Introduction
Currently, the LoginRadius Identity Platform processes more than 100K requests per second. As our developer and enterprise customers grow, we should be able to scale our APIs to handle staggering loads of requests per second. It won’t be surprising if our APIs have to serve a million requests per second in the future.
Generally, we add more instances, CPU, or memory for supporting high request volumes. However, it has been burdening our infrastructure budget and maintenance.
So, we’re focused on reducing the cost of compute capacity by improving efficiency. In this engineering update, we share our experience with a highly effective, low-risk, large-scale performance and cost optimization with Go.
LoginRadius production environment consists of 30+ microservices backed by a cloud-native infrastructure. Most of these services are written in .NET and Node.js. In Q1 2021, we explored the possibilities of improving the performance of our services and optimizing costs.
How LoginRadius Has Been Handling High RPS Throughput?
LoginRadius tech stack consists of 30+ microservices. We have different microservices for each business service like Authentication, Web SSO, Federated SSO, etc.
- We have developed application microservices in various languages per the prevailing microservice use case.
- We have deployed our application in a multi-cloud environment across AWS, Azure, and Google Cloud by leveraging multiple availability zones and regions.
1) Architecture
Core Applications: Multiple microservices instances for Authentication, Account API, Analytics API, Risk-based Authentication, Backend Jobs, Integrations, and much more,
Data Storage: MongoDB, Elasticsearch, Redis, and PostgreSQL clusters are used to store a range of datasets for various applications and functionalities.
Queues: Amazon Kinesis Data Streams, Amazon Simple Notification Service (SNS), Amazon Simple Queue Service (SQS), and Azure Queue Storage.
Other Services: Services for rate-limiting, bcrypt clusters, feature flags, and more.
Routing: AWS load balancers (ALB, NLB, and ELB from AWS) and some nodes running NGINX as a proxy.
2) Availability
We've been utilizing a multi-cloud and multi-region architecture for years based on our and our customers’ data and privacy compliance requirements. However, as our usage (and load) grew with maintenance costs, we relied more on AWS resources.
- We are using multiple regions and multiple availability zones as per region.
- We are using terraform scripts to provision new environments. This infrastructure automation allowed us to quickly scale from thousands of requests per second to hundreds of thousands of requests per second.
This is the basic architecture of the environment in the US:
Each request is processed as follows:
The above diagram shows two cloud regions — US East and US West.
When requests come:
- First, our infrastructure checks the primary region's health. If health is good, all requests are served by the primary US East region with three separate availability zones.

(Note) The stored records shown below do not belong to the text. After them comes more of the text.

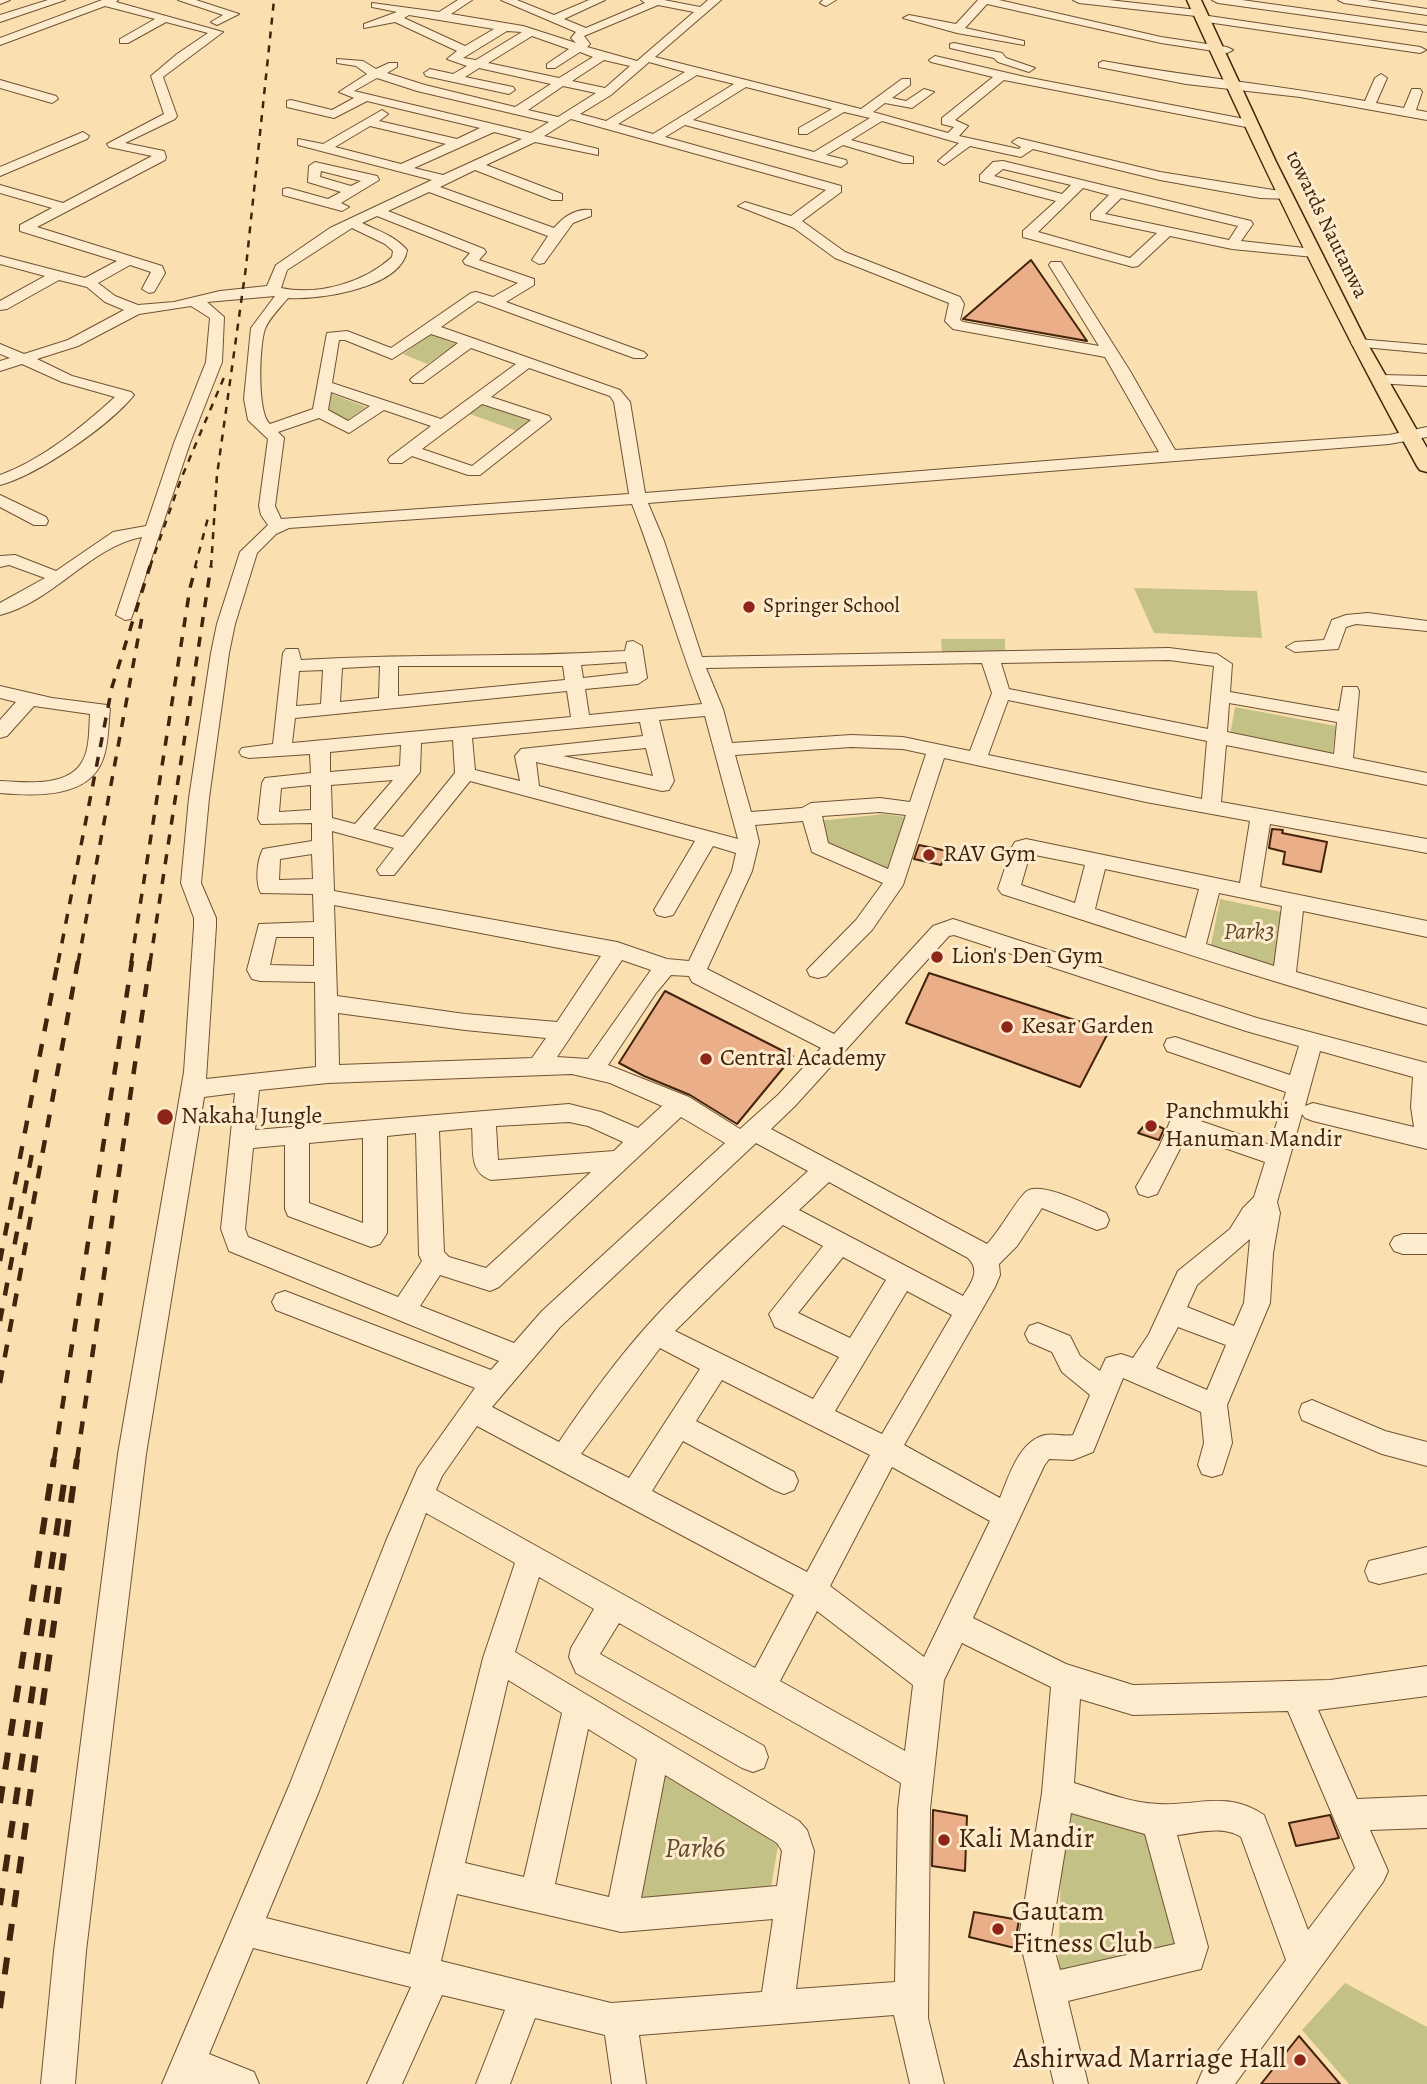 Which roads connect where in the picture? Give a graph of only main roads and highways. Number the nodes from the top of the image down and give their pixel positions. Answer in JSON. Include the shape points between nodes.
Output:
{"nodes":[{"id":1,"x":1204,"y":7,"type":"edge"},
{"id":2,"x":1240,"y":86,"type":"junction"},
{"id":3,"x":1366,"y":344,"type":"junction"},
{"id":4,"x":1417,"y":435,"type":"edge"},
{"id":5,"x":1427,"y":466,"type":"edge"}],
"edges":[{"from":1,"to":2,"type":"main road","name":"towards Nautanwa"},
{"from":2,"to":3,"type":"main road"},
{"from":2,"to":3,"type":"main road","name":"towards Nautanwa","via":[[1248,117],[1286,196]]},
{"from":3,"to":4,"type":"main road","name":"towards Nautanwa"},
{"from":4,"to":5,"type":"main road","name":"towards Nautanwa"}]}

- If health checks fail for the primary region, the US West region serves all the requests with three separate availability zones.

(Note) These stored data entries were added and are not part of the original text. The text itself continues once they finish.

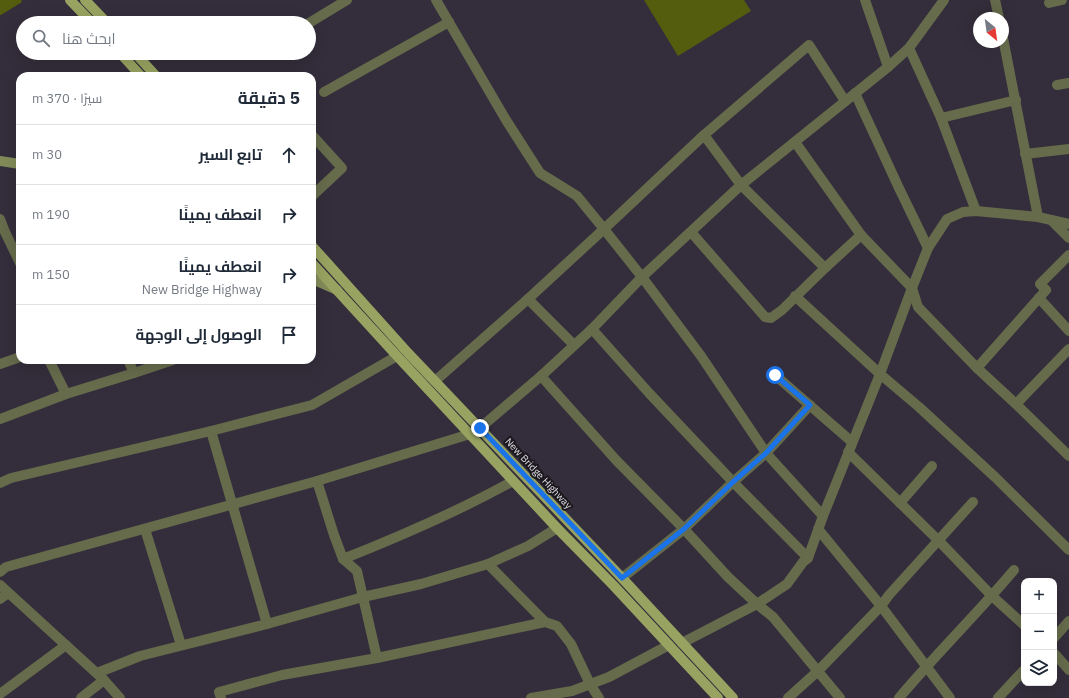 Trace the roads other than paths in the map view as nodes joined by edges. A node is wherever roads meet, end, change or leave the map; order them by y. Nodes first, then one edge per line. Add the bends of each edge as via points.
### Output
1 (70, 0) edge
2 (85, 0) edge
3 (347, 0) edge
4 (436, 0) edge
5 (864, 0) edge
6 (944, 0) edge
7 (994, 0) edge
8 (1062, 0) edge
9 (1049, 3) dead end
10 (997, 12) edge
11 (85, 16) edge
12 (100, 16) edge
13 (316, 19) edge
14 (449, 22) junction
15 (909, 48) junction
16 (1005, 48) edge
17 (126, 60) edge
18 (141, 60) edge
19 (888, 67) junction
20 (137, 72) edge
21 (152, 72) edge
22 (1069, 83) edge
23 (1057, 85) dead end
24 (324, 92) dead end
25 (855, 93) junction
26 (1016, 100) junction
27 (845, 101) junction
28 (941, 118) junction
29 (704, 136) junction
30 (316, 139) edge
31 (795, 142) junction
32 (1069, 149) edge
33 (1025, 154) junction
34 (0, 161) edge
35 (16, 163) edge
36 (741, 185) junction
37 (316, 192) edge
38 (976, 211) junction
39 (1038, 217) junction
40 (0, 219) edge
41 (1050, 220) junction
42 (1069, 224) edge
43 (604, 229) junction
44 (691, 232) junction
45 (3, 233) edge
46 (861, 235) junction
47 (1069, 238) edge
48 (928, 248) junction
49 (316, 250) edge
50 (16, 255) edge
51 (1069, 255) edge
52 (316, 267) edge
53 (825, 268) junction
54 (642, 277) junction
55 (316, 281) edge
56 (912, 288) junction
57 (337, 290) junction
58 (796, 296) junction
59 (1039, 298) junction
60 (528, 299) junction
61 (592, 329) junction
62 (1069, 331) edge
63 (574, 345) junction
64 (1069, 349) edge
65 (397, 356) junction
66 (16, 358) edge
67 (0, 364) edge
68 (51, 364) edge
69 (130, 364) edge
70 (161, 364) edge
71 (977, 368) junction
72 (134, 373) junction
73 (880, 374) junction
74 (775, 375) dead end
75 (540, 376) junction
76 (435, 381) junction
77 (66, 394) junction
78 (1016, 404) junction
79 (810, 405) junction
80 (0, 419) edge
81 (480, 428) junction
82 (211, 430) junction
83 (470, 434) junction
84 (852, 442) junction
85 (848, 452) junction
86 (766, 453) junction
87 (1069, 456) edge
88 (932, 466) dead end
89 (317, 481) junction
90 (514, 481) junction
91 (733, 482) junction
92 (0, 483) edge
93 (973, 502) dead end
94 (900, 503) junction
95 (233, 505) junction
96 (823, 516) junction
97 (557, 528) junction
98 (145, 529) junction
99 (684, 529) junction
100 (818, 530) junction
101 (938, 541) junction
102 (1069, 550) edge
103 (808, 558) junction
104 (344, 559) junction
105 (488, 564) junction
106 (1014, 570) dead end
107 (0, 572) edge
108 (622, 578) junction
109 (0, 586) edge
110 (4, 596) edge
111 (992, 596) junction
112 (363, 597) junction
113 (757, 604) junction
114 (881, 606) junction
115 (1069, 621) edge
116 (545, 622) junction
117 (1021, 622) edge
118 (267, 624) junction
119 (1057, 635) edge
120 (682, 643) junction
121 (66, 645) junction
122 (181, 645) junction
123 (669, 645) junction
124 (1057, 656) edge
125 (377, 658) junction
126 (927, 666) junction
127 (1069, 670) edge
128 (818, 671) junction
129 (1021, 673) edge
130 (101, 677) junction
131 (590, 684) junction
132 (0, 694) edge
133 (81, 698) edge
134 (120, 698) edge
135 (221, 698) edge
136 (531, 698) edge
137 (535, 698) edge
138 (599, 698) edge
139 (718, 698) edge
140 (733, 698) edge
141 (788, 698) edge
142 (840, 698) edge
143 (899, 698) edge
144 (950, 698) edge
145 (998, 698) edge

1 - 11 main road
2 - 12 main road
3 - 13 street
4 - 14 street
5 - 19 street
6 - 15 street
7 - 10 street
8 - 9 street
14 - 24 street
14 - 43 street via 540,173 577,196
15 - 19 street
15 - 28 street
16 - 26 street
17 - 20 main road
18 - 21 main road
19 - 25 street
22 - 23 street
25 - 27 street
25 - 48 street
26 - 28 street
26 - 33 street
27 - 29 street via 809,45
27 - 31 street
28 - 38 street
29 - 36 street
29 - 43 street
30 - 37 street via 342,168
31 - 36 street
31 - 46 street
32 - 33 street
33 - 39 street
34 - 35 main road
36 - 44 street
36 - 53 street
38 - 39 street
38 - 48 street via 963,212 947,219
39 - 41 street
40 - 45 street
41 - 42 street
41 - 47 street
43 - 54 street
43 - 60 street
44 - 54 street
44 - 58 street via 765,317 775,316
45 - 50 street
46 - 53 street
46 - 56 street
48 - 56 street
49 - 76 main road, New Bridge Highway
51 - 59 street via 1040,284 1046,290
52 - 57 main road
53 - 58 street
54 - 61 street
54 - 86 street via 701,356
55 - 57 main road
56 - 71 street via 918,307
56 - 73 street
57 - 65 main road
58 - 73 street
59 - 62 street
59 - 71 street
60 - 63 street
60 - 76 street
61 - 63 street
61 - 91 street via 648,393
63 - 75 street
64 - 78 street
65 - 82 street via 312,405
65 - 83 main road
66 - 67 street
68 - 77 street
69 - 72 street
70 - 72 street
71 - 78 street
72 - 77 street
73 - 84 street
73 - 102 street via 995,477
74 - 79 street
75 - 81 street
75 - 99 street via 616,460
76 - 81 main road, New Bridge Highway
77 - 80 street
78 - 87 street
79 - 84 street
79 - 86 street
81 - 83 street
81 - 108 main road, New Bridge Highway
82 - 92 street via 10,478
82 - 95 street
83 - 89 street
83 - 90 main road
84 - 85 street
85 - 94 street
85 - 96 street
86 - 91 street
86 - 96 street
88 - 94 street
89 - 95 street
89 - 104 street
90 - 97 main road
90 - 104 street via 481,499
91 - 99 street
91 - 103 street
93 - 101 street
94 - 101 street
95 - 98 street
95 - 118 street
96 - 100 street
97 - 105 street via 528,546
97 - 123 main road
98 - 107 street via 6,567
98 - 122 street
99 - 108 street
99 - 113 street
100 - 103 street
100 - 114 street
101 - 111 street
101 - 114 street
103 - 113 street via 787,584
104 - 112 street via 357,571
105 - 112 street via 421,584
105 - 116 street
106 - 111 street
108 - 120 main road, New Bridge Highway
109 - 110 street
110 - 121 street
111 - 117 street
111 - 126 street
112 - 118 street
112 - 125 street
113 - 120 street
113 - 128 street via 773,617
114 - 126 street
114 - 128 street
115 - 119 street
116 - 125 street
116 - 131 street via 557,626 571,644
118 - 122 street
120 - 140 main road, New Bridge Highway
121 - 130 street
121 - 132 street
122 - 130 street via 140,656
123 - 131 street via 609,677
123 - 139 main road
124 - 127 street
125 - 135 street via 282,675 219,692
126 - 143 street
126 - 144 street
128 - 141 street
128 - 142 street
129 - 145 street
130 - 133 street
130 - 134 street
131 - 137 street via 572,691
131 - 138 street
136 - 137 street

So, how do we maintain high availability?
Every availability zone has operating instances of all services (including databases). If one availability zone is down, we still have two availability zones.
3) Scaling
We are using a two-pronged scaling approach as scaling based on resource utilization (CPU & Memory) alone is not practical.
- Traffic-based scaling
- Based on CPU & Memory utilization
Why Scaling Was Challenging?
Once, our multi-tenant application received a sudden spike in API requests — from thousands of requests to millions. Usually, adding new infrastructure to the existing pool takes around 60 seconds. And application deployment and start-up time were about 90 seconds. Plus, considering other possible delays in scaling, we can lose about 5 minutes for scaling up.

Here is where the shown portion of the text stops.